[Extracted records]
==================================================

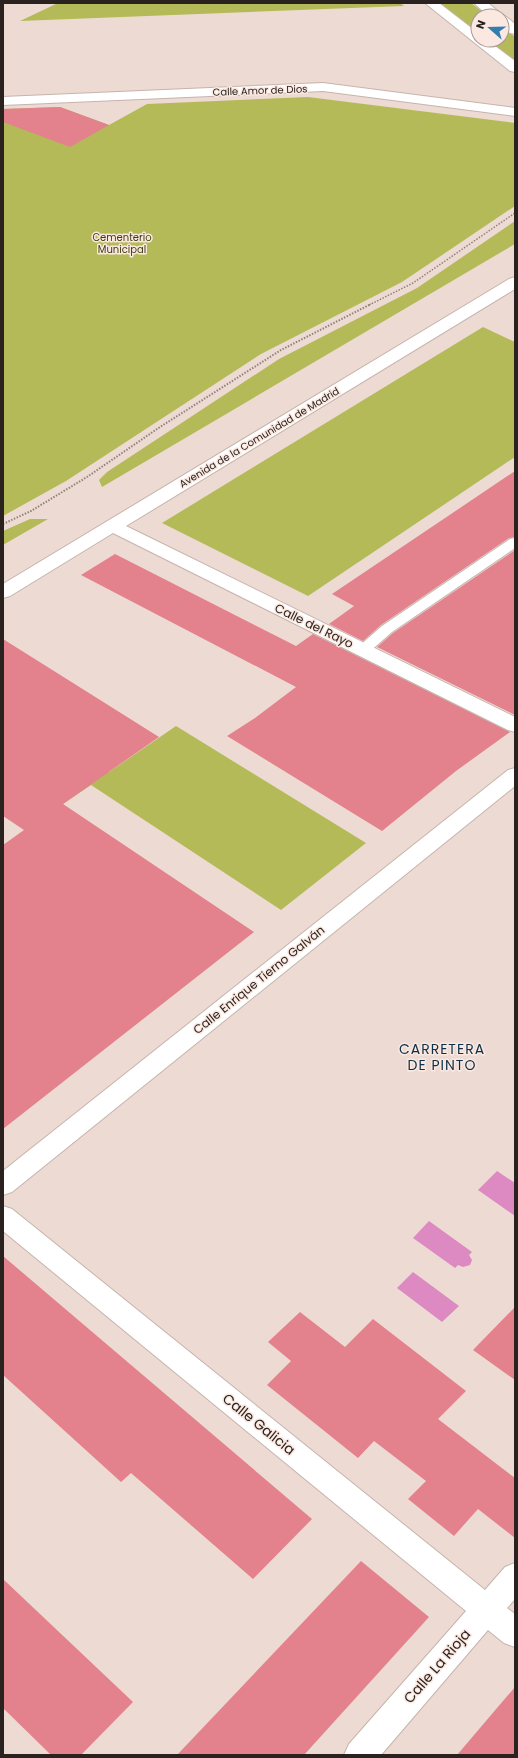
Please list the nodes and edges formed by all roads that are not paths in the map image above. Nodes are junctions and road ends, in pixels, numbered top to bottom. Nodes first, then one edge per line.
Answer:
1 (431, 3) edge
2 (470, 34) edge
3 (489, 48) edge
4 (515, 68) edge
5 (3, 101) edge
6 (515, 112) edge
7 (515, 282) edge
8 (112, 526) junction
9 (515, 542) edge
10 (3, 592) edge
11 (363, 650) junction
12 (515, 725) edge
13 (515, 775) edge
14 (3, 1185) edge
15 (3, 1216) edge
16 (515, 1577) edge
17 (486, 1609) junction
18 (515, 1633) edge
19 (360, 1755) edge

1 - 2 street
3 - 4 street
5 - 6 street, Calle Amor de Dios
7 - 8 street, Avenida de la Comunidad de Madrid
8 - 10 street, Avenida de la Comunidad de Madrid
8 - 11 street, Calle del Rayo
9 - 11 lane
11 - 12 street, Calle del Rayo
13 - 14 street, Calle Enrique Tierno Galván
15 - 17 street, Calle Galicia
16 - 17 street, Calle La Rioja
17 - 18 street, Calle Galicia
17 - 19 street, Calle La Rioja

==================================================

_WHAT NEEDS TO BE DONE:_
Could the entries above be printed again exactly, apart from the pictures?

_ANSWER AREA:_
Please list the nodes and edges formed by all roads that are not paths in the map image above. Nodes are junctions and road ends, in pixels, numbered top to bottom. Nodes first, then one edge per line.
Answer:
1 (431, 3) edge
2 (470, 34) edge
3 (489, 48) edge
4 (515, 68) edge
5 (3, 101) edge
6 (515, 112) edge
7 (515, 282) edge
8 (112, 526) junction
9 (515, 542) edge
10 (3, 592) edge
11 (363, 650) junction
12 (515, 725) edge
13 (515, 775) edge
14 (3, 1185) edge
15 (3, 1216) edge
16 (515, 1577) edge
17 (486, 1609) junction
18 (515, 1633) edge
19 (360, 1755) edge

1 - 2 street
3 - 4 street
5 - 6 street, Calle Amor de Dios
7 - 8 street, Avenida de la Comunidad de Madrid
8 - 10 street, Avenida de la Comunidad de Madrid
8 - 11 street, Calle del Rayo
9 - 11 lane
11 - 12 street, Calle del Rayo
13 - 14 street, Calle Enrique Tierno Galván
15 - 17 street, Calle Galicia
16 - 17 street, Calle La Rioja
17 - 18 street, Calle Galicia
17 - 19 street, Calle La Rioja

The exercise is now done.